The shadow Secretary of State and the Secretary of State rightly focused on the Afghanistan campaign, as did many other Members in our debate. The hon. Member for Newport, West (Paul Flynn), who is no longer in his place, told the tragic story of Kyle Adams and concluded that we ought to give up, whereas my hon. Friend the Member for Newbury (Mr. Benyon), in a passionate and most moving speech, gave an account
of the loss of so many members of his former unit and concluded that we must crack on. The hon. Member for Merthyr Tydfil and Rhymney (Mr. Havard) made the important point, re-emphasised by my hon. Friend the Member for Bournemouth, East a few moments ago, that we must work with the grain of Afghan society and not against it.
The hon. Member for North Devon (Nick Harvey) wanted the nuclear deterrent to be included in the strategic defence review, while the hon. Member for Glasgow, South-West (Mr. Davidson) wanted the aircraft carriers to be excluded from it. The aircraft carriers were also a cause close to the heart of the hon.

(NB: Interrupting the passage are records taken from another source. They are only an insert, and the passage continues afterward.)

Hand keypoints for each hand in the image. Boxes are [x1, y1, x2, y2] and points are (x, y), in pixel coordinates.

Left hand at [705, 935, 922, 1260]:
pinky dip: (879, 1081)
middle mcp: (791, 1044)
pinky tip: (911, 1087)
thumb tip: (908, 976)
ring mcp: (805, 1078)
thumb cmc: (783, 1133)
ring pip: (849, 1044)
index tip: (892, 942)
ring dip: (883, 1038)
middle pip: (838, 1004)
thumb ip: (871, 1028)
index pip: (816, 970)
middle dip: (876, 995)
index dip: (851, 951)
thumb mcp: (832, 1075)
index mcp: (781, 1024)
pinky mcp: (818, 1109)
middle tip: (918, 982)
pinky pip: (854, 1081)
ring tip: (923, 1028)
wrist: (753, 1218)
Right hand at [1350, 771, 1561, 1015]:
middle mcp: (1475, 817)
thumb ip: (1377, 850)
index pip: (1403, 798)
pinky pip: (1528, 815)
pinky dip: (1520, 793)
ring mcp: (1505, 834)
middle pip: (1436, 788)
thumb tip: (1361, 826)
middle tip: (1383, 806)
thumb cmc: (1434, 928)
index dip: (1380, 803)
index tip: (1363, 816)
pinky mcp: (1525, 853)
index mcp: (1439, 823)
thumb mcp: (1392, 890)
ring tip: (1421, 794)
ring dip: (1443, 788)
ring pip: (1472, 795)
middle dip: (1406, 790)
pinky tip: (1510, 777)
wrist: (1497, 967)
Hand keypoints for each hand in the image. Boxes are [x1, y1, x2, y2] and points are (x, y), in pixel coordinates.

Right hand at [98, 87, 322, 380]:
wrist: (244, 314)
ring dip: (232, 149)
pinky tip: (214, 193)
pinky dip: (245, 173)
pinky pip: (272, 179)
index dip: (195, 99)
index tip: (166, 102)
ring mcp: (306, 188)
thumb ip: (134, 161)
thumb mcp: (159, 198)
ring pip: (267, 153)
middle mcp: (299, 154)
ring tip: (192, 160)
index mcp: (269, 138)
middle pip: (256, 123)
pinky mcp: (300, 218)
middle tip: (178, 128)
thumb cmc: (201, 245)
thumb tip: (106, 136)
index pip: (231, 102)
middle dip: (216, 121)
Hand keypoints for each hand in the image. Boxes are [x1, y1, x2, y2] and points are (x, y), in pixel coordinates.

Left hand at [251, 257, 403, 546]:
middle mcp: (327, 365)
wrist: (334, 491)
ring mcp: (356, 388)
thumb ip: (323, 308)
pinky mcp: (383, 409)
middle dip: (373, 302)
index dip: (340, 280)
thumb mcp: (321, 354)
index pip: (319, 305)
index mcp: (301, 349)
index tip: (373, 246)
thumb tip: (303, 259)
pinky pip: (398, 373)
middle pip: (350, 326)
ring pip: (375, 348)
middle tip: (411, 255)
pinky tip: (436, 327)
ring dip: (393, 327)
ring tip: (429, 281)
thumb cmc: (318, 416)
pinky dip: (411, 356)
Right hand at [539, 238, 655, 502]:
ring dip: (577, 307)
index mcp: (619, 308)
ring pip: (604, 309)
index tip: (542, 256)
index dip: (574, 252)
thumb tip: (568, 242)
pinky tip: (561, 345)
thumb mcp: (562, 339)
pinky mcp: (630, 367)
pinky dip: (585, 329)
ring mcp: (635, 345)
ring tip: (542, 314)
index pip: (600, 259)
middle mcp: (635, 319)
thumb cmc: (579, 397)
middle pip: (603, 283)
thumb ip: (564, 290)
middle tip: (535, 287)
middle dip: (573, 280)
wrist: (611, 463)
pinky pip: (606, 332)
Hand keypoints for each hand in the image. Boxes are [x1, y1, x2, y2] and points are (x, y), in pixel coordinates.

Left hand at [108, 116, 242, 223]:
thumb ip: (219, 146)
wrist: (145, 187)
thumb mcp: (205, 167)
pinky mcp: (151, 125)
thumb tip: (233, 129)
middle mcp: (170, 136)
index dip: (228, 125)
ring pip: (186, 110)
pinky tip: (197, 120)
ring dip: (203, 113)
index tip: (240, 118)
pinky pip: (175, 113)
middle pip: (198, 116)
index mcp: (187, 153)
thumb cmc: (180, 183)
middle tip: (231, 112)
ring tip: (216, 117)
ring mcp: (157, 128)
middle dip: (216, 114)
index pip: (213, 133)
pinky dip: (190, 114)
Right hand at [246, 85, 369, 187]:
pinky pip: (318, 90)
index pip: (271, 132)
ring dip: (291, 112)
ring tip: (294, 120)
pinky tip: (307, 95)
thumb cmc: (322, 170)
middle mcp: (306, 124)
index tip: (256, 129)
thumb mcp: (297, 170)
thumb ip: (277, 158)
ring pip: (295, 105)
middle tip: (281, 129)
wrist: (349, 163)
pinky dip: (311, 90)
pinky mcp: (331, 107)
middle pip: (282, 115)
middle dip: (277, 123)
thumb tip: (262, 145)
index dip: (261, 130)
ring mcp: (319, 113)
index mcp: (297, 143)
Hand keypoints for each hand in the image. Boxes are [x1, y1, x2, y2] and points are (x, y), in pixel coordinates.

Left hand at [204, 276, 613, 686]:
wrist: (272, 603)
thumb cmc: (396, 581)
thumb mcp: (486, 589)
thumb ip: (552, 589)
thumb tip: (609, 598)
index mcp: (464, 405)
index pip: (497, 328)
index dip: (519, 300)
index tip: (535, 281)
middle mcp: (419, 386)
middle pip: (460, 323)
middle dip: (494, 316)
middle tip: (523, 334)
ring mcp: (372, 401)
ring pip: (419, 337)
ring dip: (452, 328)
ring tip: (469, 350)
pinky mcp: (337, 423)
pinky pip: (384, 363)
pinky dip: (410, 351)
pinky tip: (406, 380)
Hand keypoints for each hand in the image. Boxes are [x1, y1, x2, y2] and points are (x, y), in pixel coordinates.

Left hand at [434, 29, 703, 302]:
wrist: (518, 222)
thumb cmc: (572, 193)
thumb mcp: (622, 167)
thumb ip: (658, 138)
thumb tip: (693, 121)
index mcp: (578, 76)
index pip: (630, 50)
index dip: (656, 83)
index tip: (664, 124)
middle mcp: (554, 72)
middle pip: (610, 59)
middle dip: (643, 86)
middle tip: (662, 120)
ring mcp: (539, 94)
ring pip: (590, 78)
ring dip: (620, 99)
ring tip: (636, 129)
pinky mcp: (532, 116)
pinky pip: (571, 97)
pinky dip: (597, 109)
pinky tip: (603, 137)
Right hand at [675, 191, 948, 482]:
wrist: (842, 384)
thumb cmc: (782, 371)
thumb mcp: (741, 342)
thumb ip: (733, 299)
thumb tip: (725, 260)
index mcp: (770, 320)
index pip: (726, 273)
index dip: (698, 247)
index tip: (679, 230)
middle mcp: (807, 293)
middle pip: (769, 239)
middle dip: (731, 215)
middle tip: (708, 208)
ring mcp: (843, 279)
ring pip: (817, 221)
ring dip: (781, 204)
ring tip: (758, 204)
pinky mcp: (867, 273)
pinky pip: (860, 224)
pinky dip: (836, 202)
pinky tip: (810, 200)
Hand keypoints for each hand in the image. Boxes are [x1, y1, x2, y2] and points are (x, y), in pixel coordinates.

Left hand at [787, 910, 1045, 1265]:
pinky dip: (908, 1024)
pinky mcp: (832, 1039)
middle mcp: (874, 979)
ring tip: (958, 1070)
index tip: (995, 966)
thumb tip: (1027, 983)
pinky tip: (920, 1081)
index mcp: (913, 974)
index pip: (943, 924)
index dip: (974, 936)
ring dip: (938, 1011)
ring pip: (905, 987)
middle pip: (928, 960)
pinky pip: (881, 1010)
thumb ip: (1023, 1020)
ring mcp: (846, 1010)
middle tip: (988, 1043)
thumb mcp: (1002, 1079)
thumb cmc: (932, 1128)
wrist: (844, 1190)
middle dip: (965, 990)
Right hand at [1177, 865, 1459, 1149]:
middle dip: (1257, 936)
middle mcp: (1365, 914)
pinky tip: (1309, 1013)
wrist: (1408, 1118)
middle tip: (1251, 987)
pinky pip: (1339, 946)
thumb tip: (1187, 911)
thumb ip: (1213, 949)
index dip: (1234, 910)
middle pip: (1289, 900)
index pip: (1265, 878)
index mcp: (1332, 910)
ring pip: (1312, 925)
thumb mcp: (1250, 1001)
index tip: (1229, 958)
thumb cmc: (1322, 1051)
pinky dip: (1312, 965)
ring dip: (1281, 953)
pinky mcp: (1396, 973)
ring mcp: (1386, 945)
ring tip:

Member for Plymouth, Devonport (Alison Seabeck).
Much concern was expressed about the need to give maximum support to those grievously injured in body and in mind. My hon. Friends the Members for East Devon (Mr. Swire), for Newbury and for Mid-Sussex (Mr. Soames) and the hon. Member for Bridgend (Mrs. Moon) spoke about that. In that connection, when it comes to reintegration of grievously wounded people into society, I welcome the emergence of organisations such as Soldier On, which is organised by a very able young man called Nicholas Harrison, who is determined to find ways in which an employment agency can be created in order to get people who have lost limbs into civilian work so that they can live their lives earning and working their own way.
My hon. Friend the Member for Mid-Sussex stressed the absurd duplication of top-level bureaucratic posts, while my hon. Friend the Member for Salisbury (Robert Key) was as robust as he always is on both Trident and the carriers, adding a detailed study of the potential of the Hebrides missile-testing range.
My right hon. Friend the Member for Fylde (Mr. Jack) referred to the dangers of cyber attack, to which I would add the dangers of electromagnetic pulse attack. People are constantly talking about the possibility of rogue states getting nuclear weapons and using them to attack other countries directly, but a single nuclear weapon used by a rogue state and exploded above a target country could well do irreparable damage to its infrastructure without directly attacking the country itself. My right hon. Friend also stressed, as always, the vital importance of the aerospace industry and the necessity of keeping it as an essential part of our defence industrial base.
Huge concern was expressed about the threat to future reserves. Apart from the robust comments of the shadow Secretary of State, we heard contributions from the Chairman of the Defence Committee, from my hon. Friends the Members for Mid-Sussex and for East Devon and especially from my hon. Friend the Member for Canterbury (Mr. Brazier), who has shown a long dedication to the cause of the reserves. When the Minister replies, will he tell us whether the Government will guarantee first not to extend the non-payment of the Territorial Army beyond this six-month period and, secondly, not to extend it to the Army Cadet Force as well?